How to set up "individual" record access for different users / overlapping user groups?

[polarpro]

Hey,

This is about granularity and record access. It has turned out that the FileMaker solution I developed requires a more "individual" way of dealing with user rights.

The solution holds all sorts of "knowledge management" records (hints for other users, instructions, library entries, and so on). The records of the category "Library" can be viewed by everyone; records of the category "Division A" can be viewed only by the members of division A (same for B, C, D...) Some records cannot be viewed by freelancers, some can only be viewed by the record's creator himself. Many user groups overlap. As a matter of fact, I would like to go so far that every user who creates a record decides himself which groups can view his records.

So, I am looking for a suitable way of marking users and records.

For a while I've used a user table for this; but this turned out to be not the best solution. After all, FileMaker has to check for every record in the main table if the current user has the appropriate rights ticked in the related user table. Looking up this information makes the search-as-you-type very slow, so this is not an option. Furthermore, I know that user tables can be a little tricky, if not dangerous; as Steven Blackwell points out. I'd rather use FileMaker’s Accounts and Privileges settings to get things done. However, too complicated calculations slow the system down very much.

Has anybody an idea how to set up the desired settings?

Thank you very much

Mike

[bcooney]

"As a matter of fact, I would like to go so far that every user who creates a record decides himself which groups can view his records."

Perhaps that's the key. If you let the user flag the record with which groups are allowed, and then define the RLA rule to support that.

[polarpro]

Hello,

Thank you for your reply!

This is exactly where things are getting difficult.

Currently, I have a field in my main table called "RecordAccess". Those records that can only be viewed by members of the Group "001" get a "001" written in this field.

Then there is a field "RecordAccess_USR" in my user's table, too. If a user belongs to the group "001" he has "001" written in this field.
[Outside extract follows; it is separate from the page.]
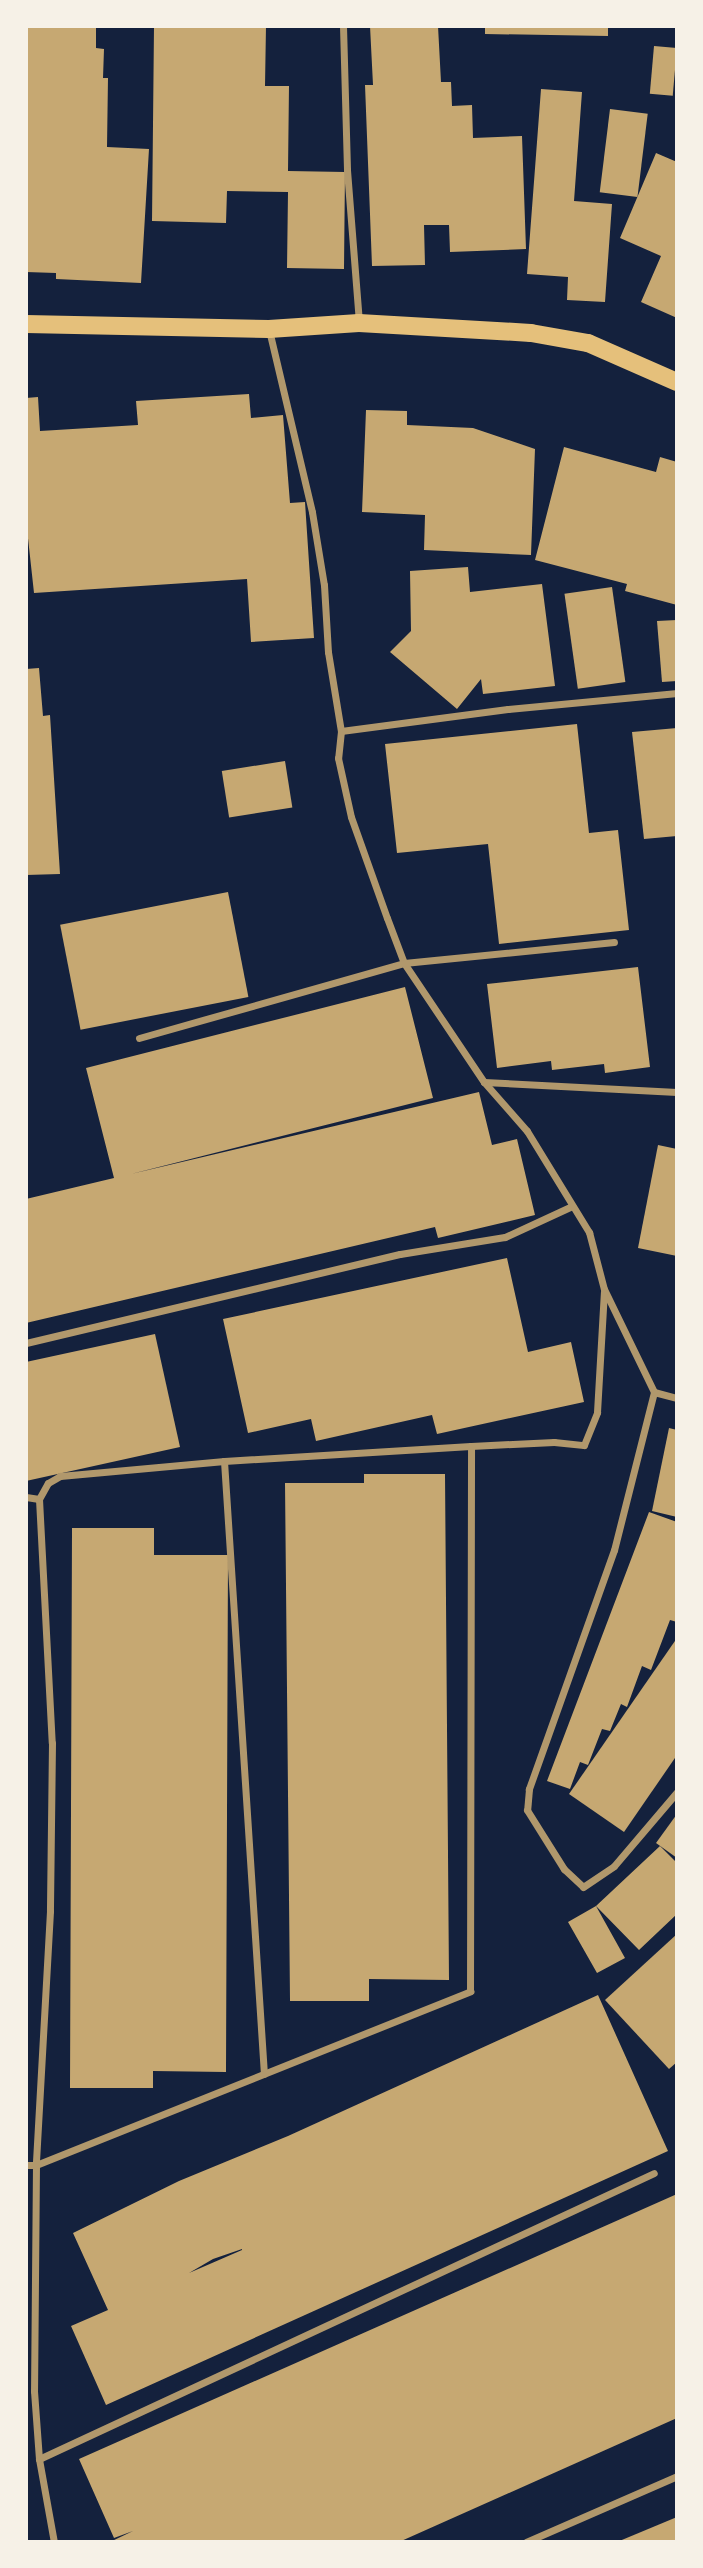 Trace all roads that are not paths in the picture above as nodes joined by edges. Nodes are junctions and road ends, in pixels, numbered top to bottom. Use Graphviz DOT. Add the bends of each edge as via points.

In Accounts and Preferences there is a condition that says that a record that is marked with 001 can only be viewed, if this here is true:

Case ( MainTable::RecordAccess = "001" ; MainTable_User::RecordAccess_USR = "001" ; 1 )

In words: If a record is marked with "001" in the field RecordAccess, then the result is only true, if the user has in his related User table also "001", otherwise it is false. For all other records (the ones without 001) the statement is always true.

This approach works, but it is not very fast.

Can you think of a better approach?

(I already was thinking of setting up individual preference sets per user...)

[bcooney]

Your approach is close, but doesn't allow for each record to have multiple groups allowed to edit/view it. Additionally, your users are limited to membership in one group (is that OK?).

I see the need for two join tables. Users>Membership

When a user logins in, you can set their groups into a $$var, and the rla can use that to see if the record is accessible to them.